BEGIN Input

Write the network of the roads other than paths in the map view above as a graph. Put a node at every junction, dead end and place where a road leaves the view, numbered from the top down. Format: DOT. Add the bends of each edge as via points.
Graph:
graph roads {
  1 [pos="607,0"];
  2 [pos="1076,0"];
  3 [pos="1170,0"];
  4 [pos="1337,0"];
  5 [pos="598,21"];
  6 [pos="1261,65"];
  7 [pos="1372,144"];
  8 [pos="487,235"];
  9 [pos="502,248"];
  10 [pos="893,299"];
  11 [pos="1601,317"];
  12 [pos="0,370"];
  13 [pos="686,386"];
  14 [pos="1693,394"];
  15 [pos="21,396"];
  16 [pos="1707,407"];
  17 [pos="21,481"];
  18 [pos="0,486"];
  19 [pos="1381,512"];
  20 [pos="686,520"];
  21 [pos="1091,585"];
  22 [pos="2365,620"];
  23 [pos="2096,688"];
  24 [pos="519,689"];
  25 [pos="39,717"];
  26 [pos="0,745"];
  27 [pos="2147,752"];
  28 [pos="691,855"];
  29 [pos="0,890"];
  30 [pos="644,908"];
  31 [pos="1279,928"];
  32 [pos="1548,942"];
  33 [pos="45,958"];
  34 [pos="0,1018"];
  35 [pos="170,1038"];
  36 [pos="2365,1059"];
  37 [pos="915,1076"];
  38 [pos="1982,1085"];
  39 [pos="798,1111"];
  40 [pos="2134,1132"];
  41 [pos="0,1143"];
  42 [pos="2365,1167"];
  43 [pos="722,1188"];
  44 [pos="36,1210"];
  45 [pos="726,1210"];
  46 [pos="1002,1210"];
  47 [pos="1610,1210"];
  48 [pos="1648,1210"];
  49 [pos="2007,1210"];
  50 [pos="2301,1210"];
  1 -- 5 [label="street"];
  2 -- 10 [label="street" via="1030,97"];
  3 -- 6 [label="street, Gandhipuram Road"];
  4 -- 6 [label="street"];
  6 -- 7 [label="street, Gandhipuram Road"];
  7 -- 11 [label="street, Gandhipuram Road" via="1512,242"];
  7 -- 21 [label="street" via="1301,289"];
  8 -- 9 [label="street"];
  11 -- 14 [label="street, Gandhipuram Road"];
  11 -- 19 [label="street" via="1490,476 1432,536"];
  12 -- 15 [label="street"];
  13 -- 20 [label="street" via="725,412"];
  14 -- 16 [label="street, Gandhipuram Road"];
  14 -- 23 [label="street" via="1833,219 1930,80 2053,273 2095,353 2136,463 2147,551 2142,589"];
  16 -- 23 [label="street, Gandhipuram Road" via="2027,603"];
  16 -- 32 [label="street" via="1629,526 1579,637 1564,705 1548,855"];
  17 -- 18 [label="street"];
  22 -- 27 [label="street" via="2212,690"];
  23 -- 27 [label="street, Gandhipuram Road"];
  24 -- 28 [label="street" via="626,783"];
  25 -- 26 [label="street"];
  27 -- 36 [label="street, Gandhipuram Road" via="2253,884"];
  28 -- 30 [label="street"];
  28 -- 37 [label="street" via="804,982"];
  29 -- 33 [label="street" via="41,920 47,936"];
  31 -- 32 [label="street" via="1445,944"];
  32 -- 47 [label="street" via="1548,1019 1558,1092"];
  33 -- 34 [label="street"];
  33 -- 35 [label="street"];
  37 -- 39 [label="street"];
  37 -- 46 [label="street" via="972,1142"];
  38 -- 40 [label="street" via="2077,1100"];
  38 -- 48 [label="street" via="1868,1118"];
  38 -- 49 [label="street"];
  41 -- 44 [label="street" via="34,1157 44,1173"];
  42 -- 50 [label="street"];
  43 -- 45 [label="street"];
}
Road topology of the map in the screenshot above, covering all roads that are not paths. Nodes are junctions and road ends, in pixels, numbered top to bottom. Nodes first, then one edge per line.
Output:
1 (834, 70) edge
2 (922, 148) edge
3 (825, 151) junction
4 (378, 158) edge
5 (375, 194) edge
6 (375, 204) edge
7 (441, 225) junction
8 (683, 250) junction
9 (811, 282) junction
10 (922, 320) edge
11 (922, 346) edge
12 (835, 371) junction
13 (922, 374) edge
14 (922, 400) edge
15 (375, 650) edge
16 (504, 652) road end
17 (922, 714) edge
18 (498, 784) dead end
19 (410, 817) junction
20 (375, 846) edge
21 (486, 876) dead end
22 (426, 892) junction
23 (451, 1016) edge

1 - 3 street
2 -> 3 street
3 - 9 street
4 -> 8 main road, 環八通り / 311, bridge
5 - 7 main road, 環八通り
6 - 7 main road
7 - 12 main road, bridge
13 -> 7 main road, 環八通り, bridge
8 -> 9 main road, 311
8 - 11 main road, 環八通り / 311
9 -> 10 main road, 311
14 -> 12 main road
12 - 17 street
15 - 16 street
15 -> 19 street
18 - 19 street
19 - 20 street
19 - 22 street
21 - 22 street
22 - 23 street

END Input

■ Exercise requirements: Return the full listing. Keep each line exactly as it stands.

■ Reply to the task:
Write the network of the roads other than paths in the map view above as a graph. Put a node at every junction, dead end and place where a road leaves the view, numbered from the top down. Format: DOT. Add the bends of each edge as via points.
Graph:
graph roads {
  1 [pos="607,0"];
  2 [pos="1076,0"];
  3 [pos="1170,0"];
  4 [pos="1337,0"];
  5 [pos="598,21"];
  6 [pos="1261,65"];
  7 [pos="1372,144"];
  8 [pos="487,235"];
  9 [pos="502,248"];
  10 [pos="893,299"];
  11 [pos="1601,317"];
  12 [pos="0,370"];
  13 [pos="686,386"];
  14 [pos="1693,394"];
  15 [pos="21,396"];
  16 [pos="1707,407"];
  17 [pos="21,481"];
  18 [pos="0,486"];
  19 [pos="1381,512"];
  20 [pos="686,520"];
  21 [pos="1091,585"];
  22 [pos="2365,620"];
  23 [pos="2096,688"];
  24 [pos="519,689"];
  25 [pos="39,717"];
  26 [pos="0,745"];
  27 [pos="2147,752"];
  28 [pos="691,855"];
  29 [pos="0,890"];
  30 [pos="644,908"];
  31 [pos="1279,928"];
  32 [pos="1548,942"];
  33 [pos="45,958"];
  34 [pos="0,1018"];
  35 [pos="170,1038"];
  36 [pos="2365,1059"];
  37 [pos="915,1076"];
  38 [pos="1982,1085"];
  39 [pos="798,1111"];
  40 [pos="2134,1132"];
  41 [pos="0,1143"];
  42 [pos="2365,1167"];
  43 [pos="722,1188"];
  44 [pos="36,1210"];
  45 [pos="726,1210"];
  46 [pos="1002,1210"];
  47 [pos="1610,1210"];
  48 [pos="1648,1210"];
  49 [pos="2007,1210"];
  50 [pos="2301,1210"];
  1 -- 5 [label="street"];
  2 -- 10 [label="street" via="1030,97"];
  3 -- 6 [label="street, Gandhipuram Road"];
  4 -- 6 [label="street"];
  6 -- 7 [label="street, Gandhipuram Road"];
  7 -- 11 [label="street, Gandhipuram Road" via="1512,242"];
  7 -- 21 [label="street" via="1301,289"];
  8 -- 9 [label="street"];
  11 -- 14 [label="street, Gandhipuram Road"];
  11 -- 19 [label="street" via="1490,476 1432,536"];
  12 -- 15 [label="street"];
  13 -- 20 [label="street" via="725,412"];
  14 -- 16 [label="street, Gandhipuram Road"];
  14 -- 23 [label="street" via="1833,219 1930,80 2053,273 2095,353 2136,463 2147,551 2142,589"];
  16 -- 23 [label="street, Gandhipuram Road" via="2027,603"];
  16 -- 32 [label="street" via="1629,526 1579,637 1564,705 1548,855"];
  17 -- 18 [label="street"];
  22 -- 27 [label="street" via="2212,690"];
  23 -- 27 [label="street, Gandhipuram Road"];
  24 -- 28 [label="street" via="626,783"];
  25 -- 26 [label="street"];
  27 -- 36 [label="street, Gandhipuram Road" via="2253,884"];
  28 -- 30 [label="street"];
  28 -- 37 [label="street" via="804,982"];
  29 -- 33 [label="street" via="41,920 47,936"];
  31 -- 32 [label="street" via="1445,944"];
  32 -- 47 [label="street" via="1548,1019 1558,1092"];
  33 -- 34 [label="street"];
  33 -- 35 [label="street"];
  37 -- 39 [label="street"];
  37 -- 46 [label="street" via="972,1142"];
  38 -- 40 [label="street" via="2077,1100"];
  38 -- 48 [label="street" via="1868,1118"];
  38 -- 49 [label="street"];
  41 -- 44 [label="street" via="34,1157 44,1173"];
  42 -- 50 [label="street"];
  43 -- 45 [label="street"];
}
Road topology of the map in the screenshot above, covering all roads that are not paths. Nodes are junctions and road ends, in pixels, numbered top to bottom. Nodes first, then one edge per line.
Output:
1 (834, 70) edge
2 (922, 148) edge
3 (825, 151) junction
4 (378, 158) edge
5 (375, 194) edge
6 (375, 204) edge
7 (441, 225) junction
8 (683, 250) junction
9 (811, 282) junction
10 (922, 320) edge
11 (922, 346) edge
12 (835, 371) junction
13 (922, 374) edge
14 (922, 400) edge
15 (375, 650) edge
16 (504, 652) road end
17 (922, 714) edge
18 (498, 784) dead end
19 (410, 817) junction
20 (375, 846) edge
21 (486, 876) dead end
22 (426, 892) junction
23 (451, 1016) edge

1 - 3 street
2 -> 3 street
3 - 9 street
4 -> 8 main road, 環八通り / 311, bridge
5 - 7 main road, 環八通り
6 - 7 main road
7 - 12 main road, bridge
13 -> 7 main road, 環八通り, bridge
8 -> 9 main road, 311
8 - 11 main road, 環八通り / 311
9 -> 10 main road, 311
14 -> 12 main road
12 - 17 street
15 - 16 street
15 -> 19 street
18 - 19 street
19 - 20 street
19 - 22 street
21 - 22 street
22 - 23 street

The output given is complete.